Received my Grammostola sp. "Concepcion" today 48 total of this species not including a few other genus species. Of the Grammostola sp. "Concepcion" I have lots of females and very limited immature males. Not one mature male and all came with no missing legs with the exception of one female with one missing spinnerets. Please no pm at this time if wanting to purchase any of them. I'm just posting a couple of photos of these wild caught beauties from Chile for now.

Reactions: Like 1


----------



## Walter1 (Feb 25, 2016)

I've got 2 MM, one of which is making a sperm web eve as I write. Had them both now two days.


----------



## sdsnybny (Feb 25, 2016)

Nice T's Jose. What distinguishes these from rcf  G rosea?


----------



## TarantulasWorld (Feb 25, 2016)

I have been searching everywhere for a male sp concepcion. I have 2 very beautiful girls that need some lovin


----------



## Walter1 (Feb 25, 2016)

Males not so easy to come by. They're very attractive.

Reactions: Agree 1


----------



## Exoskeleton Invertebrates (Feb 25, 2016)
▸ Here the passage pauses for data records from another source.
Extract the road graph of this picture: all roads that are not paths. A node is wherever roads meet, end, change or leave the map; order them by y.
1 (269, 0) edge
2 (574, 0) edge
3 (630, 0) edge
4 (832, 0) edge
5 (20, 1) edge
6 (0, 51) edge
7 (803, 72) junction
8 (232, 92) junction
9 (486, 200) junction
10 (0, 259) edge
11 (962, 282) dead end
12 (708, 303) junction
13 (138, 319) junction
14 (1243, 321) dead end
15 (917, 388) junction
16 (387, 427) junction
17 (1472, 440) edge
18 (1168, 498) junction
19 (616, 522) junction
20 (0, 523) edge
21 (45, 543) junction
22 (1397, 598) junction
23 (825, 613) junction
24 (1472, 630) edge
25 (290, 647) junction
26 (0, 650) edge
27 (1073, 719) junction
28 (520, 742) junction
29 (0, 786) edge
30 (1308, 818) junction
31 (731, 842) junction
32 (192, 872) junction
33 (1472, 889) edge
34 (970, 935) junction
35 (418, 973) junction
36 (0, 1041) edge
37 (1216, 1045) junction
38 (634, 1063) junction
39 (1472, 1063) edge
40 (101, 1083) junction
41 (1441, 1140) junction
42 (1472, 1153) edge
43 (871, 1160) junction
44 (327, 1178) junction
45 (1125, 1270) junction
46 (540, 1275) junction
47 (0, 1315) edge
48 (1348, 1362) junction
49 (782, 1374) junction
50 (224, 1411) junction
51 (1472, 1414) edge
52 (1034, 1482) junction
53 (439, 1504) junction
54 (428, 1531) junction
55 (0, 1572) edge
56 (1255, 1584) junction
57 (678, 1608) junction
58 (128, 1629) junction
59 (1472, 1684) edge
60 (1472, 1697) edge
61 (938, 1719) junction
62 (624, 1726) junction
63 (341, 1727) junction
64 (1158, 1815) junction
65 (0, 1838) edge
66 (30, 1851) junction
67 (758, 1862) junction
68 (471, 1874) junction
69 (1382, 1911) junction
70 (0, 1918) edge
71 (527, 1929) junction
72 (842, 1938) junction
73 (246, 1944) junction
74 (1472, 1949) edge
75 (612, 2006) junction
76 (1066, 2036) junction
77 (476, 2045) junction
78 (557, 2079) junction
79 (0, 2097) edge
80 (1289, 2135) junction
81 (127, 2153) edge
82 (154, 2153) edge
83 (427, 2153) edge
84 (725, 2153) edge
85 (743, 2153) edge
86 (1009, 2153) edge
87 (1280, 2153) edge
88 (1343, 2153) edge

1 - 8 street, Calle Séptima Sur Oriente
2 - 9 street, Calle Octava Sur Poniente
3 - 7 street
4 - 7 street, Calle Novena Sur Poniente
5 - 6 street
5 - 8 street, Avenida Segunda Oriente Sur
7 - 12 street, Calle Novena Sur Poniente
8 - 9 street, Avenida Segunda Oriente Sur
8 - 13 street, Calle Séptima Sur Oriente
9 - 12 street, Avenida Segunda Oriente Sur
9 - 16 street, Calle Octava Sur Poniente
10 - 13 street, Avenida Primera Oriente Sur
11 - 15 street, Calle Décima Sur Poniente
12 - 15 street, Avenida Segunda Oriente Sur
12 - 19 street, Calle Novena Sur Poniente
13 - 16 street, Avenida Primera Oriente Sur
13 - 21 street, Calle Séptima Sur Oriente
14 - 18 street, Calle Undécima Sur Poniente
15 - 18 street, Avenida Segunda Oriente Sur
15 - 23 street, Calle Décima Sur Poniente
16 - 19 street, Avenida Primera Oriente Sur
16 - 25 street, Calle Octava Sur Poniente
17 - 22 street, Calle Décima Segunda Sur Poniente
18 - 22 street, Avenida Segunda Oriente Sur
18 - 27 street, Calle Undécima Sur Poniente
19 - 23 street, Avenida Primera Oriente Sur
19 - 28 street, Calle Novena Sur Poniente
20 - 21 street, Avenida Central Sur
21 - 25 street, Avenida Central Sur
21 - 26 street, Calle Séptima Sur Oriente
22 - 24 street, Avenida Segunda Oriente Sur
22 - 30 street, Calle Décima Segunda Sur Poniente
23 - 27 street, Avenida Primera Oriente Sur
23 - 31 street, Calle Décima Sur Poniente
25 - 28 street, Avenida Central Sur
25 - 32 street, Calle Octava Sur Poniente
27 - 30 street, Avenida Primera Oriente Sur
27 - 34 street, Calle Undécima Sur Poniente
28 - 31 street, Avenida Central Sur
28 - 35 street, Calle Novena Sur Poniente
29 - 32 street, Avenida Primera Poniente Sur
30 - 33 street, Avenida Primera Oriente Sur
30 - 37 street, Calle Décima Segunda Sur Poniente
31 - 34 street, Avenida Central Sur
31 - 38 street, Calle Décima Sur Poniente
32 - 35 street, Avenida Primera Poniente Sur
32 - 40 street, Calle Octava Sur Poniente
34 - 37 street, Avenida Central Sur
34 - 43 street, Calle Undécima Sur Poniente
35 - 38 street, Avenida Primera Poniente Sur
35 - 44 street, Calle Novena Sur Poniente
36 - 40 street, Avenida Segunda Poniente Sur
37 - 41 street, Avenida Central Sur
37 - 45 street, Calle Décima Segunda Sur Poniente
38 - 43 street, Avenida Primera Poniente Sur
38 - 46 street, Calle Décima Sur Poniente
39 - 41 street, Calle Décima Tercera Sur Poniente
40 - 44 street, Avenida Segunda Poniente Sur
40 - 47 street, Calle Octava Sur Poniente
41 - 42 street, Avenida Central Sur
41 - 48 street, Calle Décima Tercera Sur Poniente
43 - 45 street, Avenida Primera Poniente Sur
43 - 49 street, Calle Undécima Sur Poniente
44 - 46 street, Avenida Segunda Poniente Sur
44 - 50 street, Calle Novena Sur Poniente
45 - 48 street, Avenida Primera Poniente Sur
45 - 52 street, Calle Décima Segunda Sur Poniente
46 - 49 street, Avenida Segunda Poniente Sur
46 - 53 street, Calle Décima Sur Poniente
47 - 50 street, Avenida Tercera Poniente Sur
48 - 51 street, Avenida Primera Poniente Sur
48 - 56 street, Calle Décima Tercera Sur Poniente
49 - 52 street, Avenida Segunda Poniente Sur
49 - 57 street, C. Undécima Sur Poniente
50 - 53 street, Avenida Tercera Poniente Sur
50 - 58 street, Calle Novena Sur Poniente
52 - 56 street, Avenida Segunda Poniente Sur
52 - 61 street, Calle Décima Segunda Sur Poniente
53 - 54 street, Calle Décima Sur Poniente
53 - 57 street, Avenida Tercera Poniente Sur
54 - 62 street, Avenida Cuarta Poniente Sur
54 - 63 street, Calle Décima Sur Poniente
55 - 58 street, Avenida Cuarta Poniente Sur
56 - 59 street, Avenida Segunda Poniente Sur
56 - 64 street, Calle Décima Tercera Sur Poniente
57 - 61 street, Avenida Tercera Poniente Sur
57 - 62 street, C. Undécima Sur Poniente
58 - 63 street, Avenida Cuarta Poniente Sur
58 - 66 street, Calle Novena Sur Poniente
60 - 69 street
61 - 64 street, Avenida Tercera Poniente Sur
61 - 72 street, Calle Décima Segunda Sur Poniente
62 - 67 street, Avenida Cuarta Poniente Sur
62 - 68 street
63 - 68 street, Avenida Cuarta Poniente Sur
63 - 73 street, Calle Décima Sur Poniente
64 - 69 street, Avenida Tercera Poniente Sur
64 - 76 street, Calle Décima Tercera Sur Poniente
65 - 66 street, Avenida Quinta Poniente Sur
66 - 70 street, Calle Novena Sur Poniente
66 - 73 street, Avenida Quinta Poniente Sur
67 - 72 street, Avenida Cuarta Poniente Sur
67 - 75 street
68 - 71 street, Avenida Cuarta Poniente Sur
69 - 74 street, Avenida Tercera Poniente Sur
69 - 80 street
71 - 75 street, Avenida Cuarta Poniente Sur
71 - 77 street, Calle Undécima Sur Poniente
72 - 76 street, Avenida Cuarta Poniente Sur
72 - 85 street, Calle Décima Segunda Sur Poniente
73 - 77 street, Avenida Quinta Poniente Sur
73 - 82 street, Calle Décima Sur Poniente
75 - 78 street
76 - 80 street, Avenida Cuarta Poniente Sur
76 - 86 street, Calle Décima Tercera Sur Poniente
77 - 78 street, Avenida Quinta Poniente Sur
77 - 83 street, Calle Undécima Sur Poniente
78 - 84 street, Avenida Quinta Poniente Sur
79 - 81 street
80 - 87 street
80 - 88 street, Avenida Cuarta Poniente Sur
I finally now have immature males. I've never even seen one until now and can't wait to see a mature male as well. And as always none are going anywhere until each one has molted once with me. I already have friends of mine and customers wanting some of this species. I had to tell them not the time yet for me to sell any of them.


----------



## Exoskeleton Invertebrates (Feb 25, 2016)

sdsnybny said:


> Nice T's Jose. What distinguishes these from rcf  G rosea?


 Main feature is the backside of the metatarsus has a disc display. You can see it from the front side as well.


----------



## Exoskeleton Invertebrates (Feb 25, 2016)

Walter1 said:


> I've got 2 MM, one of which is making a sperm web eve as I write. Had them both now two days.


 Post photo I've never seen a mature male.


----------



## Walter1 (Feb 25, 2016)

A handsome boy.

Reactions: Like 2


----------



## Exoskeleton Invertebrates (Feb 25, 2016)

Walter1 said:


> A handsome boy.
> 
> 
> 
> ...


 how many girls do you have for your boys?


----------



## Walter1 (Feb 25, 2016)

Seven. 

Email me.


----------



## viper69 (Feb 26, 2016)

Walter1 said:


> A handsome boy.
> 
> 
> 
> ...


Is this a typical coloration pattern for a male of this locality?


----------



## Walter1 (Feb 26, 2016)

Yes, from in and around the coastal city of Concepcion.

Reactions: Informative 1


----------



## Exoskeleton Invertebrates (Mar 13, 2016)

Mature males of this species are always on the go my heck the male couldn't stay still for photo shoot.

Reactions: Like 2 | Love 1


----------



## viper69 (Mar 13, 2016)

These are really striking. Certainly seems bright in color than RCFs.


----------



## Walter1 (Mar 13, 2016)

viper69 said:


> These are really striking. Certainly seems bright in color than RCFs.


It is a very beautiful species somewhat smaller and not as stocky as porteri.


----------



## viper69 (Mar 13, 2016)

Walter1 said:


> It is a very beautiful species somewhat smaller and not as stocky as porteri.



These pics from you both may make me look to get one. The question is, how does one know for sure they have Concepcion?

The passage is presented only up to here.